▶

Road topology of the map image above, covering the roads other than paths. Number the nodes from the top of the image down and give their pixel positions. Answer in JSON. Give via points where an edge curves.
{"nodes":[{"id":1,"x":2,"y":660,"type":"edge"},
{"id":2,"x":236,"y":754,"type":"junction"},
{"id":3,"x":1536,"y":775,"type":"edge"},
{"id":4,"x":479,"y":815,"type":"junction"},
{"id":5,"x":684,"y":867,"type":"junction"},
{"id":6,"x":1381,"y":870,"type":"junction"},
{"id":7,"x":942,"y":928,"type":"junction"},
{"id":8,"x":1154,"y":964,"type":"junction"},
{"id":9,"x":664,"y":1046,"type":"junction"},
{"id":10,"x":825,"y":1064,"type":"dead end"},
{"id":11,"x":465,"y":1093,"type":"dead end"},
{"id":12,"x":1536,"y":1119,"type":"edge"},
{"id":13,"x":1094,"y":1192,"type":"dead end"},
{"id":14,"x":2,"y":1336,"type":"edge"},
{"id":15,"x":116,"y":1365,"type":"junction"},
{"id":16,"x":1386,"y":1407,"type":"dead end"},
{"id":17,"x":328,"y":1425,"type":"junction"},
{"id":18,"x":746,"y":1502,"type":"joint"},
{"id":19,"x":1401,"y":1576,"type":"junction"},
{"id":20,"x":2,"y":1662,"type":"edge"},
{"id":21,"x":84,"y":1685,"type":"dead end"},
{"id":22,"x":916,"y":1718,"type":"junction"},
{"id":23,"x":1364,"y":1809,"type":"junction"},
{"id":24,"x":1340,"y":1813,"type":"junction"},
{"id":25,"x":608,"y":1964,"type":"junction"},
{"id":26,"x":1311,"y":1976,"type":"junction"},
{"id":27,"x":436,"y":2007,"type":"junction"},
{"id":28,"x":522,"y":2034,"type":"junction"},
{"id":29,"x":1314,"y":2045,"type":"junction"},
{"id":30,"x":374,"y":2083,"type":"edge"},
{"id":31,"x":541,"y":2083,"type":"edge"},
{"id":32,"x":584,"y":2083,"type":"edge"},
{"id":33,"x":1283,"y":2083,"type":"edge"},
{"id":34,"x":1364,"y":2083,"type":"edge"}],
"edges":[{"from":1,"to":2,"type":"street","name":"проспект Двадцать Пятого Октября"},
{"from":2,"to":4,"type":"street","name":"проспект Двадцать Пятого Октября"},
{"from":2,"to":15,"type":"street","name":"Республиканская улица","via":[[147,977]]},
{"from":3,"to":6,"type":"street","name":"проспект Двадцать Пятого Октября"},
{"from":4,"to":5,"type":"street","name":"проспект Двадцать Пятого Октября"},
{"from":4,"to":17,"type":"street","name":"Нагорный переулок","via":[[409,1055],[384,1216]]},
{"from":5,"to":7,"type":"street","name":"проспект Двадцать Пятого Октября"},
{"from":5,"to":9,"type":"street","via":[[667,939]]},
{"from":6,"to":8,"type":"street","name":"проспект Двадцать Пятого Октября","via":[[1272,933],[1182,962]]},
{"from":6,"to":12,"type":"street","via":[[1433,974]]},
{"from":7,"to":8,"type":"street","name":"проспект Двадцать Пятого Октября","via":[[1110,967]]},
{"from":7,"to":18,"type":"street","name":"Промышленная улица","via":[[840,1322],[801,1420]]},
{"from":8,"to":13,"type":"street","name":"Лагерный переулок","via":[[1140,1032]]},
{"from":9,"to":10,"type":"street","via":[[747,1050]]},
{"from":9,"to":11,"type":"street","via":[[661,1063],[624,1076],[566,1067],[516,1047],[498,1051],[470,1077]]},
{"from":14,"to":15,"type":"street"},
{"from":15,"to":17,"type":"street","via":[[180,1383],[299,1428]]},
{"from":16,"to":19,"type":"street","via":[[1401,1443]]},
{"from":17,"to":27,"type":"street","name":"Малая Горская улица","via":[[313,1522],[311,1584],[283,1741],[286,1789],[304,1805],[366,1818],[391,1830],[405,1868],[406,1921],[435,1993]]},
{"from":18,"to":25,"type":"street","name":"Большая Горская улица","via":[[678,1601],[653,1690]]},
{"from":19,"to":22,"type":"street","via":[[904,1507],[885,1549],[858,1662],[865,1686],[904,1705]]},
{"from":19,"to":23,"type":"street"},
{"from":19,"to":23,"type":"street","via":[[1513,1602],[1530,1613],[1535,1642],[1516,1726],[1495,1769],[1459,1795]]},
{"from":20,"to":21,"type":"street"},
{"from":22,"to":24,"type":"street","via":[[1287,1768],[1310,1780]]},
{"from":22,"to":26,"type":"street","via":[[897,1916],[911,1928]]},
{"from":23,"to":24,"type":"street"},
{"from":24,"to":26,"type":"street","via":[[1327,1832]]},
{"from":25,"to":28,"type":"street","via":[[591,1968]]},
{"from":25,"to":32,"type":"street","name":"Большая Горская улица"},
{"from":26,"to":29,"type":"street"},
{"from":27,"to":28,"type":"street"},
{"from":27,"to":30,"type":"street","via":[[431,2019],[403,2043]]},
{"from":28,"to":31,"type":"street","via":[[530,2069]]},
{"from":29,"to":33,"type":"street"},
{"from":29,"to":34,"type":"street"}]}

◀

#### [EXERCISE REQUIREMENTS]
Copy the entries exactly as they appear.

#### [SOLUTION TO THE PROBLEM]
Road topology of the map image above, covering the roads other than paths. Number the nodes from the top of the image down and give their pixel positions. Answer in JSON. Give via points where an edge curves.
{"nodes":[{"id":1,"x":2,"y":660,"type":"edge"},
{"id":2,"x":236,"y":754,"type":"junction"},
{"id":3,"x":1536,"y":775,"type":"edge"},
{"id":4,"x":479,"y":815,"type":"junction"},
{"id":5,"x":684,"y":867,"type":"junction"},
{"id":6,"x":1381,"y":870,"type":"junction"},
{"id":7,"x":942,"y":928,"type":"junction"},
{"id":8,"x":1154,"y":964,"type":"junction"},
{"id":9,"x":664,"y":1046,"type":"junction"},
{"id":10,"x":825,"y":1064,"type":"dead end"},
{"id":11,"x":465,"y":1093,"type":"dead end"},
{"id":12,"x":1536,"y":1119,"type":"edge"},
{"id":13,"x":1094,"y":1192,"type":"dead end"},
{"id":14,"x":2,"y":1336,"type":"edge"},
{"id":15,"x":116,"y":1365,"type":"junction"},
{"id":16,"x":1386,"y":1407,"type":"dead end"},
{"id":17,"x":328,"y":1425,"type":"junction"},
{"id":18,"x":746,"y":1502,"type":"joint"},
{"id":19,"x":1401,"y":1576,"type":"junction"},
{"id":20,"x":2,"y":1662,"type":"edge"},
{"id":21,"x":84,"y":1685,"type":"dead end"},
{"id":22,"x":916,"y":1718,"type":"junction"},
{"id":23,"x":1364,"y":1809,"type":"junction"},
{"id":24,"x":1340,"y":1813,"type":"junction"},
{"id":25,"x":608,"y":1964,"type":"junction"},
{"id":26,"x":1311,"y":1976,"type":"junction"},
{"id":27,"x":436,"y":2007,"type":"junction"},
{"id":28,"x":522,"y":2034,"type":"junction"},
{"id":29,"x":1314,"y":2045,"type":"junction"},
{"id":30,"x":374,"y":2083,"type":"edge"},
{"id":31,"x":541,"y":2083,"type":"edge"},
{"id":32,"x":584,"y":2083,"type":"edge"},
{"id":33,"x":1283,"y":2083,"type":"edge"},
{"id":34,"x":1364,"y":2083,"type":"edge"}],
"edges":[{"from":1,"to":2,"type":"street","name":"проспект Двадцать Пятого Октября"},
{"from":2,"to":4,"type":"street","name":"проспект Двадцать Пятого Октября"},
{"from":2,"to":15,"type":"street","name":"Республиканская улица","via":[[147,977]]},
{"from":3,"to":6,"type":"street","name":"проспект Двадцать Пятого Октября"},
{"from":4,"to":5,"type":"street","name":"проспект Двадцать Пятого Октября"},
{"from":4,"to":17,"type":"street","name":"Нагорный переулок","via":[[409,1055],[384,1216]]},
{"from":5,"to":7,"type":"street","name":"проспект Двадцать Пятого Октября"},
{"from":5,"to":9,"type":"street","via":[[667,939]]},
{"from":6,"to":8,"type":"street","name":"проспект Двадцать Пятого Октября","via":[[1272,933],[1182,962]]},
{"from":6,"to":12,"type":"street","via":[[1433,974]]},
{"from":7,"to":8,"type":"street","name":"проспект Двадцать Пятого Октября","via":[[1110,967]]},
{"from":7,"to":18,"type":"street","name":"Промышленная улица","via":[[840,1322],[801,1420]]},
{"from":8,"to":13,"type":"street","name":"Лагерный переулок","via":[[1140,1032]]},
{"from":9,"to":10,"type":"street","via":[[747,1050]]},
{"from":9,"to":11,"type":"street","via":[[661,1063],[624,1076],[566,1067],[516,1047],[498,1051],[470,1077]]},
{"from":14,"to":15,"type":"street"},
{"from":15,"to":17,"type":"street","via":[[180,1383],[299,1428]]},
{"from":16,"to":19,"type":"street","via":[[1401,1443]]},
{"from":17,"to":27,"type":"street","name":"Малая Горская улица","via":[[313,1522],[311,1584],[283,1741],[286,1789],[304,1805],[366,1818],[391,1830],[405,1868],[406,1921],[435,1993]]},
{"from":18,"to":25,"type":"street","name":"Большая Горская улица","via":[[678,1601],[653,1690]]},
{"from":19,"to":22,"type":"street","via":[[904,1507],[885,1549],[858,1662],[865,1686],[904,1705]]},
{"from":19,"to":23,"type":"street"},
{"from":19,"to":23,"type":"street","via":[[1513,1602],[1530,1613],[1535,1642],[1516,1726],[1495,1769],[1459,1795]]},
{"from":20,"to":21,"type":"street"},
{"from":22,"to":24,"type":"street","via":[[1287,1768],[1310,1780]]},
{"from":22,"to":26,"type":"street","via":[[897,1916],[911,1928]]},
{"from":23,"to":24,"type":"street"},
{"from":24,"to":26,"type":"street","via":[[1327,1832]]},
{"from":25,"to":28,"type":"street","via":[[591,1968]]},
{"from":25,"to":32,"type":"street","name":"Большая Горская улица"},
{"from":26,"to":29,"type":"street"},
{"from":27,"to":28,"type":"street"},
{"from":27,"to":30,"type":"street","via":[[431,2019],[403,2043]]},
{"from":28,"to":31,"type":"street","via":[[530,2069]]},
{"from":29,"to":33,"type":"street"},
{"from":29,"to":34,"type":"street"}]}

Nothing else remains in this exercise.